The UK real estate transition is no longer constrained by ambition. Developers, lenders, owners, and advisors increasingly recognise that sustainability is fundamental to asset quality, resilience, and long‑term value. Yet, outdated signals in valuation, insurance, and finance are still slowing the flow of capital to sustainable buildings—particularly in complex retrofit and residential contexts.
This report distils learnings from a cross‑sector roundtable and deep‑dive interviews with senior leaders across London’s development ecosystem. It explores how sustainability is currently understood and valued in commercial and residential markets, where green premiums are emerging, and why misaligned definitions, data gaps, and traditional financing structures can limit adoption. The report examines the roles of developers, landlords, valuers, insurers, leasing agents, and financiers—and how their interactions shape both sustainability ambition and delivery on the ground.

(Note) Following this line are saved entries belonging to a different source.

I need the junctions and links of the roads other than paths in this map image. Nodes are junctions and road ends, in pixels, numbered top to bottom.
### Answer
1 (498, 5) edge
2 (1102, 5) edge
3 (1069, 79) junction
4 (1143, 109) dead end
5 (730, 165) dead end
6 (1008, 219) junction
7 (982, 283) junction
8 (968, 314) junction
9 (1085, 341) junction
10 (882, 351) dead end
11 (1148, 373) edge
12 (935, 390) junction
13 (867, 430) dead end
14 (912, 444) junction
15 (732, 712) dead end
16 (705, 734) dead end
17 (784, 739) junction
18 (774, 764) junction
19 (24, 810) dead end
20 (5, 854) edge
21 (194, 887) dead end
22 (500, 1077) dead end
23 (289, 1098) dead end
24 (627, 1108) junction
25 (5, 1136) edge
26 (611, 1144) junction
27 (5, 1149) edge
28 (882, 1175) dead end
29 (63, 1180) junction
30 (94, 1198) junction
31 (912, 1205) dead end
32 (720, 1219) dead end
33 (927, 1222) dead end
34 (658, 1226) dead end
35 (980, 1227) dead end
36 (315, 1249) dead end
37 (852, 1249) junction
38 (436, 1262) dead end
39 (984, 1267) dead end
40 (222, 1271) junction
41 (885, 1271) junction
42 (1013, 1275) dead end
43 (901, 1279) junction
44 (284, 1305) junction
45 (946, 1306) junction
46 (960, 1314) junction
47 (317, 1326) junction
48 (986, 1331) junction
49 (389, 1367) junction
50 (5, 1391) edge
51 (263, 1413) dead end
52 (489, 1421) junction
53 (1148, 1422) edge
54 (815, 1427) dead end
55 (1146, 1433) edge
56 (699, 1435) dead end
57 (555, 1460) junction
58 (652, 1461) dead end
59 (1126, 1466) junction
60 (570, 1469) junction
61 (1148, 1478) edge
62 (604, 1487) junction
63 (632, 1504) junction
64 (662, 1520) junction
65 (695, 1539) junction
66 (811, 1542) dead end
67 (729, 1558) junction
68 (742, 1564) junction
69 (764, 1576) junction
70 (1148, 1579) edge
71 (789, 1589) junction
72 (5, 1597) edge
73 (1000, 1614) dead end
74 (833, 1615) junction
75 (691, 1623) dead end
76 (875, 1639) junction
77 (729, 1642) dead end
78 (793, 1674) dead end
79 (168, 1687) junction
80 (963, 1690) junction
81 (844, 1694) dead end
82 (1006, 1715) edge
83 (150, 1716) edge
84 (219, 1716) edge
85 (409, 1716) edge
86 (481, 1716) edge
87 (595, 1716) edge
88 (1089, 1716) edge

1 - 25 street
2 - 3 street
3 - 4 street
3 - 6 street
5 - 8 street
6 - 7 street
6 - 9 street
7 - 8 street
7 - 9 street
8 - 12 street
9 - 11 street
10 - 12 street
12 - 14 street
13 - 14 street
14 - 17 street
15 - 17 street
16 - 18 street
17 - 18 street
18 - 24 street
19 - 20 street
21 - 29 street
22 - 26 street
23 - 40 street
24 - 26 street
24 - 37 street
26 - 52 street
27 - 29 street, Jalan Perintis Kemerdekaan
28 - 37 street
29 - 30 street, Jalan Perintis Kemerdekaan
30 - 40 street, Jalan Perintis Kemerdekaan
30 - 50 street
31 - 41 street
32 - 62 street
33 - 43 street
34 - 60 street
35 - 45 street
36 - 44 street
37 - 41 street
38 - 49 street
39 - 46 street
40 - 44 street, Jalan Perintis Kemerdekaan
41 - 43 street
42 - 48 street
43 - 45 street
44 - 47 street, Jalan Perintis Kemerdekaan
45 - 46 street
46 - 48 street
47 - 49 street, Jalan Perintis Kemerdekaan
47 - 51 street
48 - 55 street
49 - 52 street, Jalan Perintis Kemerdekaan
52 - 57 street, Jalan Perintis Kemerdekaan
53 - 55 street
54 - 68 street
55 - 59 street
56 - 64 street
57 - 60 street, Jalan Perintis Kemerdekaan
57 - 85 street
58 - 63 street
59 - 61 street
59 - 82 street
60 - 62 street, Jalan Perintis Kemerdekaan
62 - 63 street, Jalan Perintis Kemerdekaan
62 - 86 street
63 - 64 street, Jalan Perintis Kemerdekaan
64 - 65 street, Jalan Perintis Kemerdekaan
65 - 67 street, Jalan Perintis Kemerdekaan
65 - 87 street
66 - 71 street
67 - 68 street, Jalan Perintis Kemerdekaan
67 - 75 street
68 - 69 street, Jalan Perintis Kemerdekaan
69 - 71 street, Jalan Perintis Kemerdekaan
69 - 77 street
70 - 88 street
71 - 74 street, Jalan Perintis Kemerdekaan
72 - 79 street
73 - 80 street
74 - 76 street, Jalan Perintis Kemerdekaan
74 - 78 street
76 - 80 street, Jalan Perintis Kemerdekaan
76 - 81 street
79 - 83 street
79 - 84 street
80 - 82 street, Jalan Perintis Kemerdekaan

This report equips stakeholders across the UK built environment to better align sustainability with commercial logic. It presents concrete opportunities for the finance ecosystem to support adoption—from thematic, outcome‑based decarbonisation products and performance‑linked financing models, to stronger valuation capability, more confident insurance underwriting, and activating leasing agents as conduits for green finance.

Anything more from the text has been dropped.